Avrupa ülkelerinden İspanya, Norveç ve İrlanda’nın Filistin devletini tanıma kararı İsrail’i fena hâlde kızdırdı.
Üç ülkenin Tel Aviv’deki büyükelçilerine, İsrail Dışişleri Bakanlığı’na çağrılarak Filistinli direnişçilerin 7 Ekim’de İsrailli kadın askerleri esir alıp Gazze Şeridi’ne götürmelerini gösteren görüntüler izletildi.
Karar karşısında panikleyen ve daha başka ülkelerin de Filistin devletini tanımak istemesinden korkan İsrail, Filistinli direnişçilerin kadınlara tecavüz ettikleri yalanını yeniden gündeme getirdi.
Aklı başında ve insaflı her insan sıkı bir İslami eğitimden geçen, birçoğu Kur’an hafızı olan, her an şehadet şerbetini içebileceğini bilen El-Kassam Tugayları mücahitlerinin öbür dünyalarını karartacak tecavüz gibi bir günahı tonla para verseler bile işlemeyeceklerini bilir.
İsrail hükûmetindeki fanatik isimlerden Itamar Ben-Gvir, normalde tüm paylaşımları İbranice olduğu hâlde Batı kamuoyuna hitap etmek için İngilizce paylaşım yaparak esir alınan İsrailli kadın askerlerin “masum melekler” olduğunu ileri sürdü.
Ben-Gvir’in “kendi hâlinde suçsuz kadınlar” gibi göstermeye çalıştığı kişiler, gerçekte Gazze Şeridi sınırında İsrail ordusuna ait bir üste esir alınan ve sınıra yakın bölgelerde gösteri yapan Filistinlilerin üzerine ateş açıp belki de birçok masum insanın ölümüne ya da yaralanmasına sebep olan kadın askerler.
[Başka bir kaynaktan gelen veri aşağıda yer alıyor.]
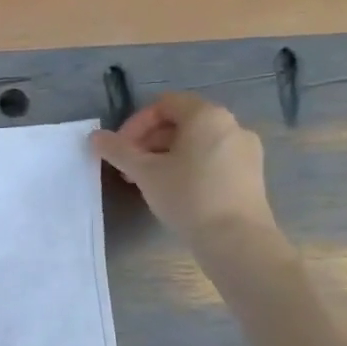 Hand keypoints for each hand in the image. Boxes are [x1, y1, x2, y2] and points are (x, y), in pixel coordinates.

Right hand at [90, 93, 275, 244]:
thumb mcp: (144, 172)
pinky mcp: (251, 175)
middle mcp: (231, 125)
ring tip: (147, 181)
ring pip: (196, 143)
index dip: (136, 123)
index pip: (164, 104)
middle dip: (149, 142)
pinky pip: (213, 158)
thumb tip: (95, 136)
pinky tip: (175, 191)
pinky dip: (189, 166)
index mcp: (207, 116)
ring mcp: (245, 151)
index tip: (121, 149)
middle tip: (129, 167)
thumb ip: (118, 150)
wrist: (236, 240)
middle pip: (181, 122)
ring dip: (166, 155)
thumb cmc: (188, 196)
Netanyahu hükûmetinin “güneşi balçıkla sıvama çabası” boşuna.
İşgalcilerin Gazze Şeridi’nde gerçekleştirdikleri katliamların savunulabilecek bir tarafı yok.
İsrail’in bir tepkisi de Batı Şeria’nın kuzeyindeki yasa dışı Yahudi yerleşkelerinden çekilme kararını iptal etmek oldu.
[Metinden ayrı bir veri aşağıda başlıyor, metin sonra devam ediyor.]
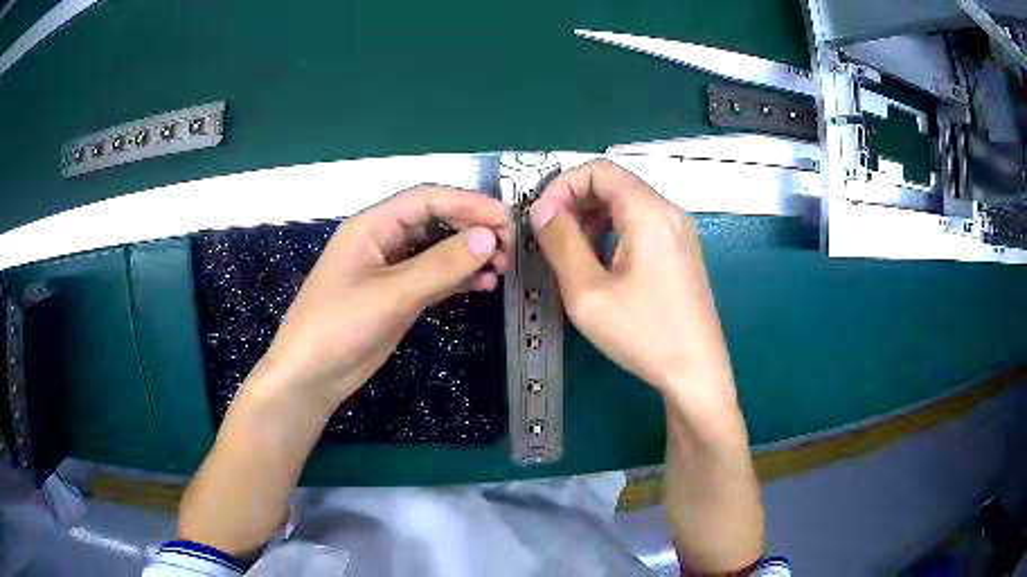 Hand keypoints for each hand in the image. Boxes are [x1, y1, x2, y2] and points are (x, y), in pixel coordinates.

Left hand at [259, 185, 508, 403]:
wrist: (312, 376)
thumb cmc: (339, 327)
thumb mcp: (391, 294)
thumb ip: (441, 265)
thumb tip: (489, 237)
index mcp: (372, 226)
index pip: (427, 199)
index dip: (468, 204)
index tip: (505, 219)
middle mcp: (383, 240)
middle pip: (435, 221)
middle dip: (472, 229)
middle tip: (509, 246)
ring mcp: (390, 269)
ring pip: (437, 249)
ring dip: (469, 254)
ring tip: (502, 267)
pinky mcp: (397, 295)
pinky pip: (434, 276)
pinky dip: (459, 278)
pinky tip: (483, 285)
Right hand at [528, 159, 735, 413]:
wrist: (696, 373)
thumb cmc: (643, 334)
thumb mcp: (588, 291)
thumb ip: (561, 242)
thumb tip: (541, 208)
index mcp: (649, 212)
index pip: (599, 169)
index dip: (563, 185)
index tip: (542, 218)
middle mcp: (668, 212)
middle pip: (614, 184)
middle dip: (576, 203)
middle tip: (551, 238)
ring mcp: (679, 232)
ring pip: (627, 205)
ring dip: (593, 220)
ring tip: (572, 256)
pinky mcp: (681, 252)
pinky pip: (641, 226)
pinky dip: (613, 234)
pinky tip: (601, 267)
İsrail’in amacı yeni yerleşim birimleri inşasıyla Filistin devletinin kurulmasını pratikte imkânsız hâle getirmek.
Bu yönde atacağı adımlarla Mahmud Abbas başkanlığındaki Filistin yönetiminin çökmesine sebep olabilir.
Ancak “güvenlik koordinasyonu” adı altında işgalcilerle iş birliği yapan ve Batı Şeria’da direnişçilerin peşine düşerek yeni bir intifada yaşanmaması için elinden geleni ardına koymayan Filistin yönetiminin çökmesi Filistinlilerin lehine, İsrail’in aleyhine olur.
Filistin’in daha çok ülke tarafından tanınması İsrail’in diplomatik olarak daha çok yalnızlaşması demek.
Avrupa Birliği üyesi ülkelerin Filistin’i tanımaları da ABD’nin tümüyle İsrail yanlısı tavrından uzaklaşmalarına yol açacak.
Filistin devletinin resmî olarak tanınması önemli bir gelişme.
Fakat daha da önemlisi tanınan devletin sınırları.
Sınırları belli olmayan ve şu anki gibi sadece kâğıt üzerinde var olan bir devletin tanınmasının çok bir anlamı yok.
Filistin devletini Birleşmiş Milletler (BM) kararlarına göre ve 1967 sınırlarıyla tanıma kararı sözde kalmamalı.
İsrail’e de söz konusu sınırlara çekilmesi için baskı yapılmalı.
Abbas başkanlığındaki yönetim; İspanya, Norveç ve İrlanda’nın Filistin’i tanıma kararı hakkında yaptığı açıklamada, bu adımın Filistin yönetiminin “diplomatik çabaları” sonucu geldiğini söyledi.
Bu tamamen asılsız bir iddia.
Bugün birçok ülke Filistin devletini resmen tanıma kararı almışsa bu sadece Gazze Şeridi’nde işgal güçlerine kahramanca direnenlerin ve protesto gösterileriyle Batılı hükûmetlere baskı yapan duyarlı insanların eseridir.